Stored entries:
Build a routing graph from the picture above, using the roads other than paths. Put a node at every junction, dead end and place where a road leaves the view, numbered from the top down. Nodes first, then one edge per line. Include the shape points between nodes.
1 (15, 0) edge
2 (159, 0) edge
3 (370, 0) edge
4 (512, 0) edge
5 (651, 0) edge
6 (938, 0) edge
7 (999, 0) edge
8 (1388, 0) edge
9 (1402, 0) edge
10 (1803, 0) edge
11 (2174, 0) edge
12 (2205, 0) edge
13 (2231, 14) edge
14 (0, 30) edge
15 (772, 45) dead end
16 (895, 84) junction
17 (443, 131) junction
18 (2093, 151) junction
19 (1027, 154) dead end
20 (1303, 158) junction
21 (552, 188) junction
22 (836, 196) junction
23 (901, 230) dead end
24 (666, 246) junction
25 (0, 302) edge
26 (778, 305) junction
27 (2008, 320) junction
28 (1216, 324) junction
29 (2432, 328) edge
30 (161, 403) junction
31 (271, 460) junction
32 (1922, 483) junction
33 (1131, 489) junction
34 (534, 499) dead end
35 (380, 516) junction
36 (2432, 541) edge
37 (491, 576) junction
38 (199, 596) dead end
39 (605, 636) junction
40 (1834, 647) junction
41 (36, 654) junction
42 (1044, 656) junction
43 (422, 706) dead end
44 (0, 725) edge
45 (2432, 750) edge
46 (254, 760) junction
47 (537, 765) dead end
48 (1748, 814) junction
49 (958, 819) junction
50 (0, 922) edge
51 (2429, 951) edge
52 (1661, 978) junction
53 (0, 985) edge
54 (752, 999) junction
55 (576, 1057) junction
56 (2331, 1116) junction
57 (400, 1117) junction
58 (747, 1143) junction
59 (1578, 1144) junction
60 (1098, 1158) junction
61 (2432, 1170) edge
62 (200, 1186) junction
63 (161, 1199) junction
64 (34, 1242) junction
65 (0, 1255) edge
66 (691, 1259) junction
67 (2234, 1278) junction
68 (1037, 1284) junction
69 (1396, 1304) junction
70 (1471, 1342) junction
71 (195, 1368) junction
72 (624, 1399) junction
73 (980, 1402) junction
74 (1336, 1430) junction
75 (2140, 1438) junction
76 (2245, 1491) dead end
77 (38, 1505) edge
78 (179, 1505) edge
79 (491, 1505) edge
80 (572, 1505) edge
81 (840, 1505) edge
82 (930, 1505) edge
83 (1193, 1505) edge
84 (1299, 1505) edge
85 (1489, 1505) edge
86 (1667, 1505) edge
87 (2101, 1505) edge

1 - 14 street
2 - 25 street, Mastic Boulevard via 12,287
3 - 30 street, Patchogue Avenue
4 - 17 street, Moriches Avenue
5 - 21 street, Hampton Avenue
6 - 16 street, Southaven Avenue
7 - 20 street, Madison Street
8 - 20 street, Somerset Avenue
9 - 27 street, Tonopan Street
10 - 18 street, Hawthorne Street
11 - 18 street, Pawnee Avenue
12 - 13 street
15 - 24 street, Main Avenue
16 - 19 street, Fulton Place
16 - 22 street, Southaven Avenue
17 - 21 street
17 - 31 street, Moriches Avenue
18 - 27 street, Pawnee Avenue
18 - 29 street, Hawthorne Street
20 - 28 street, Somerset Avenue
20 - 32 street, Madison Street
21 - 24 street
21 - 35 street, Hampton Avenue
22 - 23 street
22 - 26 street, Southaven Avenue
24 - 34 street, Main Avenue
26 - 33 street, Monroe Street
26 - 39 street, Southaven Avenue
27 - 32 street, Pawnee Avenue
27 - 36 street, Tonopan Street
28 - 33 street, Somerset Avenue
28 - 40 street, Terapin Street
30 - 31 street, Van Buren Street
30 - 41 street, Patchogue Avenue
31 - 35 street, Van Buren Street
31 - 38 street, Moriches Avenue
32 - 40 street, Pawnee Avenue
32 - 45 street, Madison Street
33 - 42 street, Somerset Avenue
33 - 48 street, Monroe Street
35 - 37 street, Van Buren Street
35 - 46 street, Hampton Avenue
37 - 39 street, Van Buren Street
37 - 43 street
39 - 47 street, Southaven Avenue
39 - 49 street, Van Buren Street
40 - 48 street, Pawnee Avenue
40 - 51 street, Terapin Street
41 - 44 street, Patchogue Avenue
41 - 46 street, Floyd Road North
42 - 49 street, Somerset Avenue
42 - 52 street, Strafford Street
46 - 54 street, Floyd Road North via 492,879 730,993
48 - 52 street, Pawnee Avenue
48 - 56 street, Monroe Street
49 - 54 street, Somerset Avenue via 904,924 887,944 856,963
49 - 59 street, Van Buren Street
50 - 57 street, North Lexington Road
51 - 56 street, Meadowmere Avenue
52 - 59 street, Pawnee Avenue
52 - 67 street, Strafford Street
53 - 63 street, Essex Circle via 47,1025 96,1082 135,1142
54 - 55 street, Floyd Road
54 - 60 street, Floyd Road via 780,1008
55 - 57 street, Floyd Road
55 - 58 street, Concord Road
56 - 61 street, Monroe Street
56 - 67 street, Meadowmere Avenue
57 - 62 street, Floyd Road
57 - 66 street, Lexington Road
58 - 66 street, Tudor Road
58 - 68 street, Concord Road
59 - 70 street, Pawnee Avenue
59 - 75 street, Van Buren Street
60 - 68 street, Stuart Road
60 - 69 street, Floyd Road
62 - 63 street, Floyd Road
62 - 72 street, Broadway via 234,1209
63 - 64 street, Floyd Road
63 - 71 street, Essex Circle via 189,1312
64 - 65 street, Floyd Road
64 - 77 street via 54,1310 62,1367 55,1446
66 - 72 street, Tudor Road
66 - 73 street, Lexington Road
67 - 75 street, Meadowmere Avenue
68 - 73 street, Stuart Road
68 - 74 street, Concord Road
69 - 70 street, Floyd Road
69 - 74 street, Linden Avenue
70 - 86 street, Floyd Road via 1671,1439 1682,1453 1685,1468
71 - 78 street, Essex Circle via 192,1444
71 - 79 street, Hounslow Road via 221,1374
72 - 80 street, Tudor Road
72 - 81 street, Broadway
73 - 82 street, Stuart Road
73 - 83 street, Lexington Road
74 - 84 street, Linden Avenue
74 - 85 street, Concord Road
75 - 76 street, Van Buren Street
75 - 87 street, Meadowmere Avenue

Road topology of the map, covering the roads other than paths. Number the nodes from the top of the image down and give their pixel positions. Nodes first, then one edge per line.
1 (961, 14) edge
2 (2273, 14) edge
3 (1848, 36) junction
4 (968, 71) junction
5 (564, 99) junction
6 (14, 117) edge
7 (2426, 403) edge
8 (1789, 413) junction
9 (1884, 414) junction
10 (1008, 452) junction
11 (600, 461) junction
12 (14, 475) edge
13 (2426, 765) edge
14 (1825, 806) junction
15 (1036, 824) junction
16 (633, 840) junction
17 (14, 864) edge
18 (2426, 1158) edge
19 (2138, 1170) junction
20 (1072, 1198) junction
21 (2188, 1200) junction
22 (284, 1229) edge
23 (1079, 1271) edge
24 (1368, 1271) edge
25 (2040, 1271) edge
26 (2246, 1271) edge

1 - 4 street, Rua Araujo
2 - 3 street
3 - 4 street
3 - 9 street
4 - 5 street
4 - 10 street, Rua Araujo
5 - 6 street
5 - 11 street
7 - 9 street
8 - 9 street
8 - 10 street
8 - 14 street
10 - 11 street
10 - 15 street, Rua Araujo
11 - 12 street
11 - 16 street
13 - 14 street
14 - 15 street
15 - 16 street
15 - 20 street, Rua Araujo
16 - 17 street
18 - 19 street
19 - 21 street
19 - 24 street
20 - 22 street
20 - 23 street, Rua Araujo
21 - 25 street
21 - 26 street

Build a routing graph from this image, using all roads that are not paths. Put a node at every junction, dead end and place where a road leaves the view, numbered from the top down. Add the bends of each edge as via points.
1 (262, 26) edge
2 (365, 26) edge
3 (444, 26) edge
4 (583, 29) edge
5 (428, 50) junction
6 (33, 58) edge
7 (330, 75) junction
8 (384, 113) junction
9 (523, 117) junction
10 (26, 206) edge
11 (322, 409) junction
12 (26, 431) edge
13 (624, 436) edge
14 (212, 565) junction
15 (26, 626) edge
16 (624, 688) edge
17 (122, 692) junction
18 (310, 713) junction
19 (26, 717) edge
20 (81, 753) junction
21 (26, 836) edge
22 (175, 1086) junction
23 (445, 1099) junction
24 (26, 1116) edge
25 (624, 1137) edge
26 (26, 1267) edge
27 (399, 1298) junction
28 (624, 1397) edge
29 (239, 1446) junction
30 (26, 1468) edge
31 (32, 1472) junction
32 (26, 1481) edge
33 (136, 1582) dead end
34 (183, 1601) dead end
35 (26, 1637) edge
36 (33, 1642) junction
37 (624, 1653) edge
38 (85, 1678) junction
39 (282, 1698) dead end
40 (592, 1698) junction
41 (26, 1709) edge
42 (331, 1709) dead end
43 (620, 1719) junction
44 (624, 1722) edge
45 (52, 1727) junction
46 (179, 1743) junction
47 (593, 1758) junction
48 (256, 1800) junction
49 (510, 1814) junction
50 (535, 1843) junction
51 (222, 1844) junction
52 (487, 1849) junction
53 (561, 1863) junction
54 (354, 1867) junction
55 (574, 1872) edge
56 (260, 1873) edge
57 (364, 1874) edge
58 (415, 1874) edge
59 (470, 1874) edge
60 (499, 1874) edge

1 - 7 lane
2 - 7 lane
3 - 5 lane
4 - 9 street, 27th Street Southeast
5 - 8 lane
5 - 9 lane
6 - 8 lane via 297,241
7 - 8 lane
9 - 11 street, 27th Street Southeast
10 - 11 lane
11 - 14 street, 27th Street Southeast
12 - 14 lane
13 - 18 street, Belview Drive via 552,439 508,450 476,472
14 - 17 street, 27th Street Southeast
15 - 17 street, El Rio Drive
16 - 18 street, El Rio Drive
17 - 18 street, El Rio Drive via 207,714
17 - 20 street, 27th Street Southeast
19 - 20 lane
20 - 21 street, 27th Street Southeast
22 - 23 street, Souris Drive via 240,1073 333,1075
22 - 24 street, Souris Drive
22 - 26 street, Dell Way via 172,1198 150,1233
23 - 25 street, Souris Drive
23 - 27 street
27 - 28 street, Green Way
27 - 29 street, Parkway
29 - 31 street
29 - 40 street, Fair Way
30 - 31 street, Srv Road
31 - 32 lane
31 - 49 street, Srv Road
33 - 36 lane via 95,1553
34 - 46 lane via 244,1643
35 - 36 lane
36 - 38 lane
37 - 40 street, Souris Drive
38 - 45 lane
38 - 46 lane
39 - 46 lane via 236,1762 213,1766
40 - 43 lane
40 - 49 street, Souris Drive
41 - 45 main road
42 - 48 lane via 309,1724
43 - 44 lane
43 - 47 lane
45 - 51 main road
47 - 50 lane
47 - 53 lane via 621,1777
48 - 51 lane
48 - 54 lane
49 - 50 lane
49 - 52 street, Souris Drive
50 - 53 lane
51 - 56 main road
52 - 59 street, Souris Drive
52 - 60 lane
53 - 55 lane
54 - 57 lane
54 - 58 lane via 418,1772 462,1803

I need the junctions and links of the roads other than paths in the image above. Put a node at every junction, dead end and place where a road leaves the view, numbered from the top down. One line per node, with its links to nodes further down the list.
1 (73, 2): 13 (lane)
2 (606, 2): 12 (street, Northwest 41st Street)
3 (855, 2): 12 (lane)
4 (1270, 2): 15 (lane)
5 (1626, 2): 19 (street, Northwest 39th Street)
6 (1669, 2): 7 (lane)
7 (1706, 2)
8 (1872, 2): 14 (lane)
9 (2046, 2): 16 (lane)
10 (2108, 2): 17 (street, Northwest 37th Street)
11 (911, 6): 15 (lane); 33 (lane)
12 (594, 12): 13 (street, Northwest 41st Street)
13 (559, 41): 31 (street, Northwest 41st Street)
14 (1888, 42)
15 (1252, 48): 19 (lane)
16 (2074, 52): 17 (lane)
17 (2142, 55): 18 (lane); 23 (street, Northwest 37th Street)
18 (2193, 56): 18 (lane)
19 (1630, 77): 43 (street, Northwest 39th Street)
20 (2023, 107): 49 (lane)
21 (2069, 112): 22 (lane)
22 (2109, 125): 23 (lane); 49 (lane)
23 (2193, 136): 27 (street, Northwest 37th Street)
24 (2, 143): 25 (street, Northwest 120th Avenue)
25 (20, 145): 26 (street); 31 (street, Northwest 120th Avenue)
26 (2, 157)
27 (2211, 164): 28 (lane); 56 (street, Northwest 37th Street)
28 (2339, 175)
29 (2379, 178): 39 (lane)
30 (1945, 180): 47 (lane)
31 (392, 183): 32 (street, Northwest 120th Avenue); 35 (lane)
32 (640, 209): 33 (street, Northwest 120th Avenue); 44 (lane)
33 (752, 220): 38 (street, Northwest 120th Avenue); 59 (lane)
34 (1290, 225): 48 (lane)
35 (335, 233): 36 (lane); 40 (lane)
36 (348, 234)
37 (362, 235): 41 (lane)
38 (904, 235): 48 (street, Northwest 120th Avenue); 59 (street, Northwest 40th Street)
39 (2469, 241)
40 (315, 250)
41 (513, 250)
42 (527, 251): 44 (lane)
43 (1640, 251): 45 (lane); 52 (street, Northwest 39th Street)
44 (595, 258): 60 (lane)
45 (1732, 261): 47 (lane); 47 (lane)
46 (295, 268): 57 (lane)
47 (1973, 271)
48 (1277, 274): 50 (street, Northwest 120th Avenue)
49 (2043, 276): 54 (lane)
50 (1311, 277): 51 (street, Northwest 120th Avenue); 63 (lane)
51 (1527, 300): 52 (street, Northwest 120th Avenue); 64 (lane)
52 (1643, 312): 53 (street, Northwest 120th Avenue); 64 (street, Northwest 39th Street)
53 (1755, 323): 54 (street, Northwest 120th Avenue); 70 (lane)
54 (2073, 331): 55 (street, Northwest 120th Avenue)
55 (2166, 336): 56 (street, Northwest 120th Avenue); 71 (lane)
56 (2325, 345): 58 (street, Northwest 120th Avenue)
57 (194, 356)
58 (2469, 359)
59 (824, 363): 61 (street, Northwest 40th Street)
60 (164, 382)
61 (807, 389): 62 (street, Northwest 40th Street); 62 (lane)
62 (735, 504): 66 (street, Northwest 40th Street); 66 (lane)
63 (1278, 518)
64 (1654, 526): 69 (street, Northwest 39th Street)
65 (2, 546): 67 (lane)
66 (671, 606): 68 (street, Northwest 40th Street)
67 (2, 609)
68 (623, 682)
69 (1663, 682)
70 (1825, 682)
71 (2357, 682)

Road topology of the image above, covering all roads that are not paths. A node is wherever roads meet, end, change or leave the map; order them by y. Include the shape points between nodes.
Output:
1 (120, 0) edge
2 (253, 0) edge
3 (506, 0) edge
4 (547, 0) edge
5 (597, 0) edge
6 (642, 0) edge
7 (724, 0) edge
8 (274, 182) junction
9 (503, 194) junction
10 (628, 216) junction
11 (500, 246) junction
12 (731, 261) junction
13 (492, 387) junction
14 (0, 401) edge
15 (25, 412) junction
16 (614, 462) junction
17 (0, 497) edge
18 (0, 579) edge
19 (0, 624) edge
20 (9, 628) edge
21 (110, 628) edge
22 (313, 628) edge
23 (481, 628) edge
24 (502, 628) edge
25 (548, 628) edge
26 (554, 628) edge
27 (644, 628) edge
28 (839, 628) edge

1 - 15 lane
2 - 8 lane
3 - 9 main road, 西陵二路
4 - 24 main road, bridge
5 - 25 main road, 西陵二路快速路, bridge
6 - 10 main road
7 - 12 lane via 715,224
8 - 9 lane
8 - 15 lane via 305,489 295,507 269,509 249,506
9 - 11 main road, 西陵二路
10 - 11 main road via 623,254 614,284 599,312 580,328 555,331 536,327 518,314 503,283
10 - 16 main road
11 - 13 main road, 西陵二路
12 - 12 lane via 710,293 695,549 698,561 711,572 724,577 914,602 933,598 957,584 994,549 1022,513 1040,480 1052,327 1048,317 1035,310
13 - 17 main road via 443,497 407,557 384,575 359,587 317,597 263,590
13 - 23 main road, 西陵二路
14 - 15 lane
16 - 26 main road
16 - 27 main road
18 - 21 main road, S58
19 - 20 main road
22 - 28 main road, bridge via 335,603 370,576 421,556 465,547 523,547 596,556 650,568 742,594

▸ Task statement
Apply a filter for "Floyd" to the entries and show each line that passes.

▸ Answer below
41 - 46 street, Floyd Road North
46 - 54 street, Floyd Road North via 492,879 730,993
54 - 55 street, Floyd Road
54 - 60 street, Floyd Road via 780,1008
55 - 57 street, Floyd Road
57 - 62 street, Floyd Road
60 - 69 street, Floyd Road
62 - 63 street, Floyd Road
63 - 64 street, Floyd Road
64 - 65 street, Floyd Road
69 - 70 street, Floyd Road
70 - 86 street, Floyd Road via 1671,1439 1682,1453 1685,1468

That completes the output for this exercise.